▶ **Entries taken from a collection**:
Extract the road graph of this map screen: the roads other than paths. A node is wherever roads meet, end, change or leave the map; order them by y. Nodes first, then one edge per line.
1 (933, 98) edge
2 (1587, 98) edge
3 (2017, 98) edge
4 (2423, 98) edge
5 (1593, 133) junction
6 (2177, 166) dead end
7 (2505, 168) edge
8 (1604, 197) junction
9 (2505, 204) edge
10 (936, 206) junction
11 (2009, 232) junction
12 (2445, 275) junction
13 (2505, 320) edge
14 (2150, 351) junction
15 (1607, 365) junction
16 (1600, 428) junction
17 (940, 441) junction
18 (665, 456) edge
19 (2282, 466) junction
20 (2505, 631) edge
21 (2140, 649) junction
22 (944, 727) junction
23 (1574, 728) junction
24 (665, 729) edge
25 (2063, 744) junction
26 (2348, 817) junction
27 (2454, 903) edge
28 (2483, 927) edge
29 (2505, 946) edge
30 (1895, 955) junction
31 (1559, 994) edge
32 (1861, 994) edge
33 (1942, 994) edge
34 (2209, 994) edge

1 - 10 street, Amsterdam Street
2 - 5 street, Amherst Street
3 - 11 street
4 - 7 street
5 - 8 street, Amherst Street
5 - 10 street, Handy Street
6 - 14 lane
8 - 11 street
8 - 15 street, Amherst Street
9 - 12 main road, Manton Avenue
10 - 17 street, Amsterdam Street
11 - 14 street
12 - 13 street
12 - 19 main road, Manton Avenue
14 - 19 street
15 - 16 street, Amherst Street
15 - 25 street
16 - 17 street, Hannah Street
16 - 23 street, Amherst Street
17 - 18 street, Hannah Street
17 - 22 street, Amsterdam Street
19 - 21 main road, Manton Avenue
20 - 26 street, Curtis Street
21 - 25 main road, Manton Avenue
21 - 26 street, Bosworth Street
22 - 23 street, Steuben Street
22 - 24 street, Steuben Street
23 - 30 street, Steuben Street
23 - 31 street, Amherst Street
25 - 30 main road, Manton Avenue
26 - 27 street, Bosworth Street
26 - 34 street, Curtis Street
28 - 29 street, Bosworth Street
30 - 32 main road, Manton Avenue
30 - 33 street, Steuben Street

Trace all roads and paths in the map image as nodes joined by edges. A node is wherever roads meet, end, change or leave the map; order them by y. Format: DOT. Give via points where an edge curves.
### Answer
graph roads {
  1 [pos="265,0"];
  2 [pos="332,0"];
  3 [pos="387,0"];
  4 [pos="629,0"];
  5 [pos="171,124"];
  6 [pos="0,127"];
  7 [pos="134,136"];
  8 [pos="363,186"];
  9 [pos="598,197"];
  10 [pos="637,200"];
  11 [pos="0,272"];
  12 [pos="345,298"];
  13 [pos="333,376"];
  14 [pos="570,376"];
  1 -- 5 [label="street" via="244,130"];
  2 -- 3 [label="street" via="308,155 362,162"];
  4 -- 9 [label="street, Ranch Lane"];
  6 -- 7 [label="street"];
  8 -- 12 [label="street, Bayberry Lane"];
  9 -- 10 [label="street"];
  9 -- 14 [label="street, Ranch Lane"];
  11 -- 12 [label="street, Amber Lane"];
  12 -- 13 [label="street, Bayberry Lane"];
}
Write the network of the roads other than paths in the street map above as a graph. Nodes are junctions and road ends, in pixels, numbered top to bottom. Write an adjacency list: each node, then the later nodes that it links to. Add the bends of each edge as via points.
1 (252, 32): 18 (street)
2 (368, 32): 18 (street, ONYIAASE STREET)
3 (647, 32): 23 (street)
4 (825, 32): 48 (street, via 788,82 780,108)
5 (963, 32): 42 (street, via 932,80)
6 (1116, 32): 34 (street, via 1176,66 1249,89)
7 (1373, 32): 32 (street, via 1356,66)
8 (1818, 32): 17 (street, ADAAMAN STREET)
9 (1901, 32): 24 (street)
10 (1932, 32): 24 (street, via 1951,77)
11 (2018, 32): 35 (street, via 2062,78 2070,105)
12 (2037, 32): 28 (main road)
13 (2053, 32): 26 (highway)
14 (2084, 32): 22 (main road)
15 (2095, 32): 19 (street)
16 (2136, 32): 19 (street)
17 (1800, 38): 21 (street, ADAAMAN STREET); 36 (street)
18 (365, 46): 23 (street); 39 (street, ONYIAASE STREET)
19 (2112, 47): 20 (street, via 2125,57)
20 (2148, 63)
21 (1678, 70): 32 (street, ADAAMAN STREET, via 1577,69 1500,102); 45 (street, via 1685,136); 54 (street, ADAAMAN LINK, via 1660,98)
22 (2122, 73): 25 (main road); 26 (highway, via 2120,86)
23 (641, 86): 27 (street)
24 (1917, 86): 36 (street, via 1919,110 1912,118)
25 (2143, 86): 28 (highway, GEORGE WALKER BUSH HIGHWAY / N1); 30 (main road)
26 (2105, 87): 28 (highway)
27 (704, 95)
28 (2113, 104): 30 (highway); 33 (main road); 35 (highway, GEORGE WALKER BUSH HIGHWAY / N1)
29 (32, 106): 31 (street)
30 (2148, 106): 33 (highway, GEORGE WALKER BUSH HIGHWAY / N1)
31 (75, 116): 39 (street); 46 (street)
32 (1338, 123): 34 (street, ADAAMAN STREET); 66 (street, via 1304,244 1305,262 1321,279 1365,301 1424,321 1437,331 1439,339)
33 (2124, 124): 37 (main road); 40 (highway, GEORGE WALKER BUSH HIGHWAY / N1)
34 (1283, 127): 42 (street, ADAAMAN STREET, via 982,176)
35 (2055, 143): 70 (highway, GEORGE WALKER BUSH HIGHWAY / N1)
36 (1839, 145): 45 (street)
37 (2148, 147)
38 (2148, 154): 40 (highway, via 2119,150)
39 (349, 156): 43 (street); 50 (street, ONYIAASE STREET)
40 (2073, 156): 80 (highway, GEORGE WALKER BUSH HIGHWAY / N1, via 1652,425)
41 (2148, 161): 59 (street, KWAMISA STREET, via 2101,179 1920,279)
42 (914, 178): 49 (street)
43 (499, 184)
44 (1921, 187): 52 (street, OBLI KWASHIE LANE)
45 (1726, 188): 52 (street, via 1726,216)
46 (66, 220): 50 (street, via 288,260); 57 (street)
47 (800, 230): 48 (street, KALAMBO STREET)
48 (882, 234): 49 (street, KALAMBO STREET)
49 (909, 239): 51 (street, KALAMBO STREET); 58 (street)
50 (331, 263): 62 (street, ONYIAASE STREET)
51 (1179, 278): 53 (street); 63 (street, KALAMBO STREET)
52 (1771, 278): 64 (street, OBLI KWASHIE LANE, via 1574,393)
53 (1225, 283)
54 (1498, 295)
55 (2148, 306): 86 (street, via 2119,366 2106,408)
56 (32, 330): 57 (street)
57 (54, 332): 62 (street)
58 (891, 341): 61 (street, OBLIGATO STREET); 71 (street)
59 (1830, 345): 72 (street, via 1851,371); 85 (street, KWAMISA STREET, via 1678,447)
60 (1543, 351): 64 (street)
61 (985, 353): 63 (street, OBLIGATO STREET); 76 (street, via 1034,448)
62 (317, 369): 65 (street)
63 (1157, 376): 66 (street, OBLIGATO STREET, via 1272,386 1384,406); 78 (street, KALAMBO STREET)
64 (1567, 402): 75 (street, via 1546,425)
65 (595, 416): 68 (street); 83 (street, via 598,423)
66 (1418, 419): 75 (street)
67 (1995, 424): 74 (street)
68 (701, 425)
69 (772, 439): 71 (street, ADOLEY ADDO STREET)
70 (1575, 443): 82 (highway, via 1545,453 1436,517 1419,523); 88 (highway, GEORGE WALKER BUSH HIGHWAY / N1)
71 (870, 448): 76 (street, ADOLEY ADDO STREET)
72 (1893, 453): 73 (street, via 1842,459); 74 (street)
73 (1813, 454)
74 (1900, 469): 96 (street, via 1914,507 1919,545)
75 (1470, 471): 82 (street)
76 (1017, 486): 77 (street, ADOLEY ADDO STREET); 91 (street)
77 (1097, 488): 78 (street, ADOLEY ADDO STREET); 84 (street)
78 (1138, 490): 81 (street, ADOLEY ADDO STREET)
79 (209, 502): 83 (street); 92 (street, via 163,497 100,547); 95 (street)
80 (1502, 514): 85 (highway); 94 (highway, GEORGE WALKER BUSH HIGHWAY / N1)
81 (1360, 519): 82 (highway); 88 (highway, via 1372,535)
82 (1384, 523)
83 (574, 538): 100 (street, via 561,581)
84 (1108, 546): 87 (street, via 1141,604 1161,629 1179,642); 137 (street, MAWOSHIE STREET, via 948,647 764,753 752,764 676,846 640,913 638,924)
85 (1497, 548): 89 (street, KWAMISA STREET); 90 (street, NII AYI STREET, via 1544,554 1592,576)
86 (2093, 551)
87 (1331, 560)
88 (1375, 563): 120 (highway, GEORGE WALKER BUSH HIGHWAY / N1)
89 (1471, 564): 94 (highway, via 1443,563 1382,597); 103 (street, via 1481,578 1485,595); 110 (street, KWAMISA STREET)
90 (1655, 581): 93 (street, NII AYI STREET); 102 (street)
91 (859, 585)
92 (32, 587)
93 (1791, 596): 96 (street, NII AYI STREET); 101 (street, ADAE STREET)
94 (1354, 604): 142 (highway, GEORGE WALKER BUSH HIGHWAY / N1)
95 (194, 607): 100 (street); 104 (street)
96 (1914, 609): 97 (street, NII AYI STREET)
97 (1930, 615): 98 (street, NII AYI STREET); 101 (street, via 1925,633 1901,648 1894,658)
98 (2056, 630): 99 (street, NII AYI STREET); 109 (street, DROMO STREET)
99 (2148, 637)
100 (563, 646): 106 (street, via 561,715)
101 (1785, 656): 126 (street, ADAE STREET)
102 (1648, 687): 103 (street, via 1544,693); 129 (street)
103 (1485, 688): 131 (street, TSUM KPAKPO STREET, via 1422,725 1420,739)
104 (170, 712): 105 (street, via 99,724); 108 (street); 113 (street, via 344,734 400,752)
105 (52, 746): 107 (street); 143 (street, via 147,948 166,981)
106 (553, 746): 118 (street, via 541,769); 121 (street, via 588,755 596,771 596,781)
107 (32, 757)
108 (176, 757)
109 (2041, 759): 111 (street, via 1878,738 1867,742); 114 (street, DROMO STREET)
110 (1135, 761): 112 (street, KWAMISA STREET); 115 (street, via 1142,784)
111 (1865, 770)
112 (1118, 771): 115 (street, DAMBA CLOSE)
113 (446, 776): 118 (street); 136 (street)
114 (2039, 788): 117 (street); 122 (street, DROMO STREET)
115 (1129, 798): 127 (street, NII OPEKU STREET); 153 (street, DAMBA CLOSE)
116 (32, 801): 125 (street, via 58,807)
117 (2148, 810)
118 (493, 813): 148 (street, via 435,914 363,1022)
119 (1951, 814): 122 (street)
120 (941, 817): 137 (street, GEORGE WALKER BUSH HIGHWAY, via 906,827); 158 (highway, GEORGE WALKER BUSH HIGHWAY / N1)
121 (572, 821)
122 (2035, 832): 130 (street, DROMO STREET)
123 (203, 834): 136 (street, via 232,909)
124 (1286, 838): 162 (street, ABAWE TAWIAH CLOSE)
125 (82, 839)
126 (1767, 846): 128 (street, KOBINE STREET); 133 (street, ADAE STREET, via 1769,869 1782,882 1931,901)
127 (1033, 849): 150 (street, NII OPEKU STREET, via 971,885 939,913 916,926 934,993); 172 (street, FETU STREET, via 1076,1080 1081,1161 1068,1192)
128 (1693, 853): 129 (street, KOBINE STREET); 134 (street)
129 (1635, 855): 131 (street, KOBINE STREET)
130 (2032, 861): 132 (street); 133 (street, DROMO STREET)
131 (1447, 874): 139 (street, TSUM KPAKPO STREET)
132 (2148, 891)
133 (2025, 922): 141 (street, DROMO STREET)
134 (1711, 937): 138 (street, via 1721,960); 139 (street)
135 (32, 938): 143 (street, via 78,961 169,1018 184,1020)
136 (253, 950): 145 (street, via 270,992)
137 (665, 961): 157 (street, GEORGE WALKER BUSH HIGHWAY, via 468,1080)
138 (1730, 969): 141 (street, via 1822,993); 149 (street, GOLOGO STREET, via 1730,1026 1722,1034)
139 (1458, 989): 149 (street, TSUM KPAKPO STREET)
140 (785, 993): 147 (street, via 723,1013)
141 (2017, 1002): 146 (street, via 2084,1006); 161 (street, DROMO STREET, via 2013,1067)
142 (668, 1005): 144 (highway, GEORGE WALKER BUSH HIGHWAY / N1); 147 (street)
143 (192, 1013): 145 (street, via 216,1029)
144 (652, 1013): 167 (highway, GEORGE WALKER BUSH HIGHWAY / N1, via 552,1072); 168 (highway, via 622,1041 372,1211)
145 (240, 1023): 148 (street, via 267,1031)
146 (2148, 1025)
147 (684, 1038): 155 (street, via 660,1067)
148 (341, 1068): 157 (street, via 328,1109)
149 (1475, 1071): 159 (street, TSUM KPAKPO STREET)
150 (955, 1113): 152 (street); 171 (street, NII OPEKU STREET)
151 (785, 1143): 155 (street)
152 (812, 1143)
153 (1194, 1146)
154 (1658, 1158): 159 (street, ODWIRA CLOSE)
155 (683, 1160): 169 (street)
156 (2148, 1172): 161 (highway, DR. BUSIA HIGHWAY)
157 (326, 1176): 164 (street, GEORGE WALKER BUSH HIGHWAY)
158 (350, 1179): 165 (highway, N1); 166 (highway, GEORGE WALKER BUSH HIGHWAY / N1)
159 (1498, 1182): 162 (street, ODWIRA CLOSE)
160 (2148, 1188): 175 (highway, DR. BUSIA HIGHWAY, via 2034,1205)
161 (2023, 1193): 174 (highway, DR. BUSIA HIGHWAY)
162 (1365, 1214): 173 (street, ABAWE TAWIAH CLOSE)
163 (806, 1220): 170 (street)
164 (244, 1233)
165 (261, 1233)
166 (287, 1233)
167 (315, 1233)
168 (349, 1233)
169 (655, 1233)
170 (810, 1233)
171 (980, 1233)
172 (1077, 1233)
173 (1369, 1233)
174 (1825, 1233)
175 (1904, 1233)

▶ **YOUR OBJECTIVE**: Would you count the lines in the entries that hold "KALAMBO" and reply with only the count?

▶ **RESULT FOR THIS TASK**: 5